● **PROVIDED DATA**
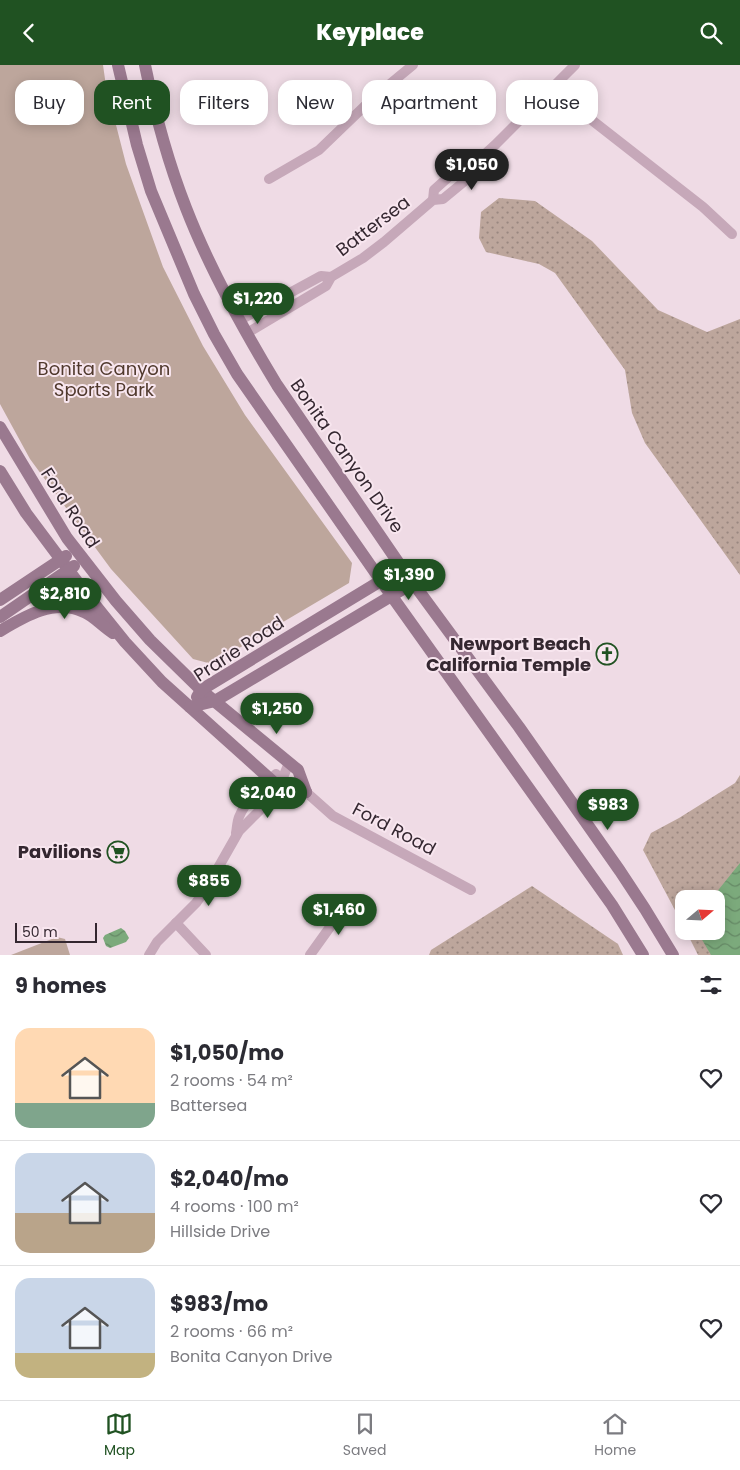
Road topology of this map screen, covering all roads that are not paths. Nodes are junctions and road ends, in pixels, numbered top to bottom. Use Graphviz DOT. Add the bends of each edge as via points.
graph roads {
  1 [pos="118,65"];
  2 [pos="145,65"];
  3 [pos="413,65"];
  4 [pos="575,65"];
  5 [pos="561,80"];
  6 [pos="515,125"];
  7 [pos="598,125"];
  8 [pos="484,155"];
  9 [pos="457,169"];
  10 [pos="269,179"];
  11 [pos="466,180"];
  12 [pos="433,200"];
  13 [pos="732,233"];
  14 [pos="331,277"];
  15 [pos="240,320"];
  16 [pos="247,333"];
  17 [pos="0,427"];
  18 [pos="0,471"];
  19 [pos="75,549"];
  20 [pos="83,560"];
  21 [pos="65,565"];
  22 [pos="402,568"];
  23 [pos="381,580"];
  24 [pos="414,583"];
  25 [pos="391,595"];
  26 [pos="0,600"];
  27 [pos="0,617"];
  28 [pos="0,631"];
  29 [pos="125,642"];
  30 [pos="201,690"];
  31 [pos="215,701"];
  32 [pos="190,707"];
  33 [pos="289,763"];
  34 [pos="274,783"];
  35 [pos="306,792"];
  36 [pos="471,890"];
  37 [pos="348,902"];
  38 [pos="176,923"];
  39 [pos="672,953"];
  40 [pos="149,955"];
  41 [pos="206,955"];
  42 [pos="310,955"];
  43 [pos="643,955"];
  1 -- 23 [label="main road" via="134,137 151,191 214,335 237,374"];
  2 -- 15 [label="main road, Bonita Canyon Drive" via="158,123 186,209"];
  3 -- 10 [label="street" via="373,98 320,150"];
  4 -- 5 [label="street, Battersea"];
  6 -- 8 [label="street, Battersea"];
  7 -- 13 [label="street"];
  8 -- 9 [label="street, Battersea" via="474,155"];
  8 -- 11 [label="street, Battersea" via="483,165"];
  9 -- 11 [label="street"];
  9 -- 12 [label="street, Battersea" via="434,190"];
  11 -- 12 [label="street, Battersea" via="443,199"];
  12 -- 14 [label="street, Battersea" via="377,248"];
  14 -- 15 [label="street, Battersea" via="321,276"];
  14 -- 16 [label="street, Battersea" via="326,286"];
  15 -- 16 [label="main road, Bonita Canyon Drive"];
  16 -- 22 [label="main road, Bonita Canyon Drive" via="277,385"];
  17 -- 19 [label="main road, Ford Road"];
  18 -- 21 [label="main road, Ford Road" via="26,513"];
  19 -- 20 [label="main road, Ford Road"];
  19 -- 21 [label="main road"];
  20 -- 21 [label="main road"];
  20 -- 30 [label="main road, Ford Road" via="150,640"];
  21 -- 26 [label="main road"];
  21 -- 27 [label="main road"];
  21 -- 29 [label="main road, Ford Road"];
  22 -- 23 [label="main road, Prarie Road"];
  22 -- 24 [label="main road, Bonita Canyon Drive"];
  23 -- 25 [label="main road"];
  23 -- 30 [label="main road, Prarie Road"];
  24 -- 25 [label="main road, Prarie Road"];
  24 -- 39 [label="main road, Bonita Canyon Drive" via="620,871"];
  25 -- 31 [label="main road, Prarie Road"];
  25 -- 43 [label="main road" via="612,905"];
  28 -- 29 [label="main road" via="24,617 67,606 86,612"];
  29 -- 32 [label="main road, Ford Road"];
  30 -- 31 [label="main road, Ford Road"];
  30 -- 32 [label="main road, Prarie Road"];
  31 -- 32 [label="main road, Prarie Road"];
  31 -- 33 [label="main road, Ford Road"];
  32 -- 34 [label="main road, Ford Road"];
  33 -- 34 [label="street"];
  33 -- 35 [label="main road, Ford Road" via="298,770"];
  34 -- 35 [label="main road"];
  34 -- 38 [label="street" via="261,788 239,818 236,837 206,889"];
  35 -- 36 [label="street, Ford Road" via="333,816"];
  37 -- 42 [label="street"];
  38 -- 40 [label="street"];
  38 -- 41 [label="street"];
}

● **WHAT IS EXPECTED**
A faithful, complete copy of the records above is required, one that contains no pictures.

● **OUTPUT OF THE EXERCISE**
Road topology of this map screen, covering all roads that are not paths. Nodes are junctions and road ends, in pixels, numbered top to bottom. Use Graphviz DOT. Add the bends of each edge as via points.
graph roads {
  1 [pos="118,65"];
  2 [pos="145,65"];
  3 [pos="413,65"];
  4 [pos="575,65"];
  5 [pos="561,80"];
  6 [pos="515,125"];
  7 [pos="598,125"];
  8 [pos="484,155"];
  9 [pos="457,169"];
  10 [pos="269,179"];
  11 [pos="466,180"];
  12 [pos="433,200"];
  13 [pos="732,233"];
  14 [pos="331,277"];
  15 [pos="240,320"];
  16 [pos="247,333"];
  17 [pos="0,427"];
  18 [pos="0,471"];
  19 [pos="75,549"];
  20 [pos="83,560"];
  21 [pos="65,565"];
  22 [pos="402,568"];
  23 [pos="381,580"];
  24 [pos="414,583"];
  25 [pos="391,595"];
  26 [pos="0,600"];
  27 [pos="0,617"];
  28 [pos="0,631"];
  29 [pos="125,642"];
  30 [pos="201,690"];
  31 [pos="215,701"];
  32 [pos="190,707"];
  33 [pos="289,763"];
  34 [pos="274,783"];
  35 [pos="306,792"];
  36 [pos="471,890"];
  37 [pos="348,902"];
  38 [pos="176,923"];
  39 [pos="672,953"];
  40 [pos="149,955"];
  41 [pos="206,955"];
  42 [pos="310,955"];
  43 [pos="643,955"];
  1 -- 23 [label="main road" via="134,137 151,191 214,335 237,374"];
  2 -- 15 [label="main road, Bonita Canyon Drive" via="158,123 186,209"];
  3 -- 10 [label="street" via="373,98 320,150"];
  4 -- 5 [label="street, Battersea"];
  6 -- 8 [label="street, Battersea"];
  7 -- 13 [label="street"];
  8 -- 9 [label="street, Battersea" via="474,155"];
  8 -- 11 [label="street, Battersea" via="483,165"];
  9 -- 11 [label="street"];
  9 -- 12 [label="street, Battersea" via="434,190"];
  11 -- 12 [label="street, Battersea" via="443,199"];
  12 -- 14 [label="street, Battersea" via="377,248"];
  14 -- 15 [label="street, Battersea" via="321,276"];
  14 -- 16 [label="street, Battersea" via="326,286"];
  15 -- 16 [label="main road, Bonita Canyon Drive"];
  16 -- 22 [label="main road, Bonita Canyon Drive" via="277,385"];
  17 -- 19 [label="main road, Ford Road"];
  18 -- 21 [label="main road, Ford Road" via="26,513"];
  19 -- 20 [label="main road, Ford Road"];
  19 -- 21 [label="main road"];
  20 -- 21 [label="main road"];
  20 -- 30 [label="main road, Ford Road" via="150,640"];
  21 -- 26 [label="main road"];
  21 -- 27 [label="main road"];
  21 -- 29 [label="main road, Ford Road"];
  22 -- 23 [label="main road, Prarie Road"];
  22 -- 24 [label="main road, Bonita Canyon Drive"];
  23 -- 25 [label="main road"];
  23 -- 30 [label="main road, Prarie Road"];
  24 -- 25 [label="main road, Prarie Road"];
  24 -- 39 [label="main road, Bonita Canyon Drive" via="620,871"];
  25 -- 31 [label="main road, Prarie Road"];
  25 -- 43 [label="main road" via="612,905"];
  28 -- 29 [label="main road" via="24,617 67,606 86,612"];
  29 -- 32 [label="main road, Ford Road"];
  30 -- 31 [label="main road, Ford Road"];
  30 -- 32 [label="main road, Prarie Road"];
  31 -- 32 [label="main road, Prarie Road"];
  31 -- 33 [label="main road, Ford Road"];
  32 -- 34 [label="main road, Ford Road"];
  33 -- 34 [label="street"];
  33 -- 35 [label="main road, Ford Road" via="298,770"];
  34 -- 35 [label="main road"];
  34 -- 38 [label="street" via="261,788 239,818 236,837 206,889"];
  35 -- 36 [label="street, Ford Road" via="333,816"];
  37 -- 42 [label="street"];
  38 -- 40 [label="street"];
  38 -- 41 [label="street"];
}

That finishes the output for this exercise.